=== Begin Enclosure ===
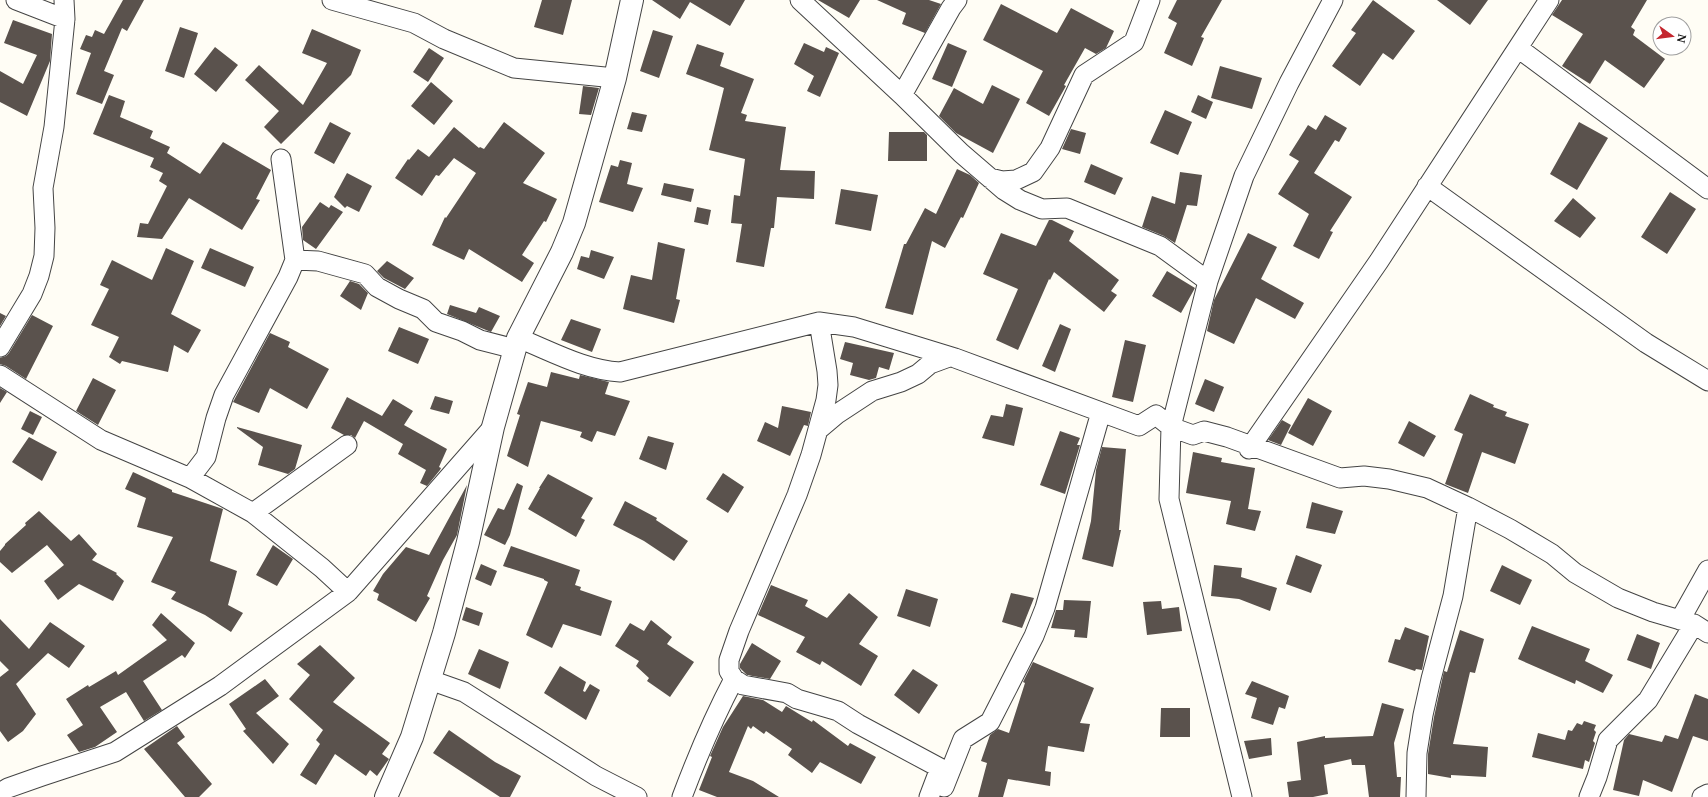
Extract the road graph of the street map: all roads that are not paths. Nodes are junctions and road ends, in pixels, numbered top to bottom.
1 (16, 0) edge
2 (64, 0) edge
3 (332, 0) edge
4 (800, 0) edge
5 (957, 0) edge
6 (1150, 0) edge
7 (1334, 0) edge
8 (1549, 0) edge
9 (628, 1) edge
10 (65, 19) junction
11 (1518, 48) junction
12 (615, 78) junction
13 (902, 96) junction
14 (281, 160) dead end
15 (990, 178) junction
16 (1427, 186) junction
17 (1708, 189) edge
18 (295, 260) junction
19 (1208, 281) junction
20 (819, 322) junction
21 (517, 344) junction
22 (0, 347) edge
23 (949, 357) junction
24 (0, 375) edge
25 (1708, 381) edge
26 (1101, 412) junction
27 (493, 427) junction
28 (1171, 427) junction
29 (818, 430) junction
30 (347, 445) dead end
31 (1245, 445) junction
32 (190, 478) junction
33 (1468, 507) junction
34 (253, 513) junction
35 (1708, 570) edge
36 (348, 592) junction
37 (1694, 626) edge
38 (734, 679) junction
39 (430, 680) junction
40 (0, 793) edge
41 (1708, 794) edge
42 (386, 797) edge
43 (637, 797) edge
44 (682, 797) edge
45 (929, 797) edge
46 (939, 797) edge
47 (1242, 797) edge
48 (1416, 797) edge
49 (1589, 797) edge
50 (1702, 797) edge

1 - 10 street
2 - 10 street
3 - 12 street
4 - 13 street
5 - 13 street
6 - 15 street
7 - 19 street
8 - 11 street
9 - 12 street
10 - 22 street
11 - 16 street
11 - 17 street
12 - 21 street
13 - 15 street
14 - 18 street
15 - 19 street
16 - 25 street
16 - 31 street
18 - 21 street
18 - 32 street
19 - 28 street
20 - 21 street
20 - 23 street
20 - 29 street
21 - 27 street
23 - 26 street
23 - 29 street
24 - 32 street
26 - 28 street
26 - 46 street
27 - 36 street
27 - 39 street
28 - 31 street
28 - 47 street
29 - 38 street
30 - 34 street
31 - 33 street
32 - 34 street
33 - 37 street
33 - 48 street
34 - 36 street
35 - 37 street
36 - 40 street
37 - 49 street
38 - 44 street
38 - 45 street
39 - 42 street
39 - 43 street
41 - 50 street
=== End Enclosure ===
[Exercise]:
Give the entries above again word for word, without any pictures.

[Task output]:
Extract the road graph of the street map: all roads that are not paths. Nodes are junctions and road ends, in pixels, numbered top to bottom.
1 (16, 0) edge
2 (64, 0) edge
3 (332, 0) edge
4 (800, 0) edge
5 (957, 0) edge
6 (1150, 0) edge
7 (1334, 0) edge
8 (1549, 0) edge
9 (628, 1) edge
10 (65, 19) junction
11 (1518, 48) junction
12 (615, 78) junction
13 (902, 96) junction
14 (281, 160) dead end
15 (990, 178) junction
16 (1427, 186) junction
17 (1708, 189) edge
18 (295, 260) junction
19 (1208, 281) junction
20 (819, 322) junction
21 (517, 344) junction
22 (0, 347) edge
23 (949, 357) junction
24 (0, 375) edge
25 (1708, 381) edge
26 (1101, 412) junction
27 (493, 427) junction
28 (1171, 427) junction
29 (818, 430) junction
30 (347, 445) dead end
31 (1245, 445) junction
32 (190, 478) junction
33 (1468, 507) junction
34 (253, 513) junction
35 (1708, 570) edge
36 (348, 592) junction
37 (1694, 626) edge
38 (734, 679) junction
39 (430, 680) junction
40 (0, 793) edge
41 (1708, 794) edge
42 (386, 797) edge
43 (637, 797) edge
44 (682, 797) edge
45 (929, 797) edge
46 (939, 797) edge
47 (1242, 797) edge
48 (1416, 797) edge
49 (1589, 797) edge
50 (1702, 797) edge

1 - 10 street
2 - 10 street
3 - 12 street
4 - 13 street
5 - 13 street
6 - 15 street
7 - 19 street
8 - 11 street
9 - 12 street
10 - 22 street
11 - 16 street
11 - 17 street
12 - 21 street
13 - 15 street
14 - 18 street
15 - 19 street
16 - 25 street
16 - 31 street
18 - 21 street
18 - 32 street
19 - 28 street
20 - 21 street
20 - 23 street
20 - 29 street
21 - 27 street
23 - 26 street
23 - 29 street
24 - 32 street
26 - 28 street
26 - 46 street
27 - 36 street
27 - 39 street
28 - 31 street
28 - 47 street
29 - 38 street
30 - 34 street
31 - 33 street
32 - 34 street
33 - 37 street
33 - 48 street
34 - 36 street
35 - 37 street
36 - 40 street
37 - 49 street
38 - 44 street
38 - 45 street
39 - 42 street
39 - 43 street
41 - 50 street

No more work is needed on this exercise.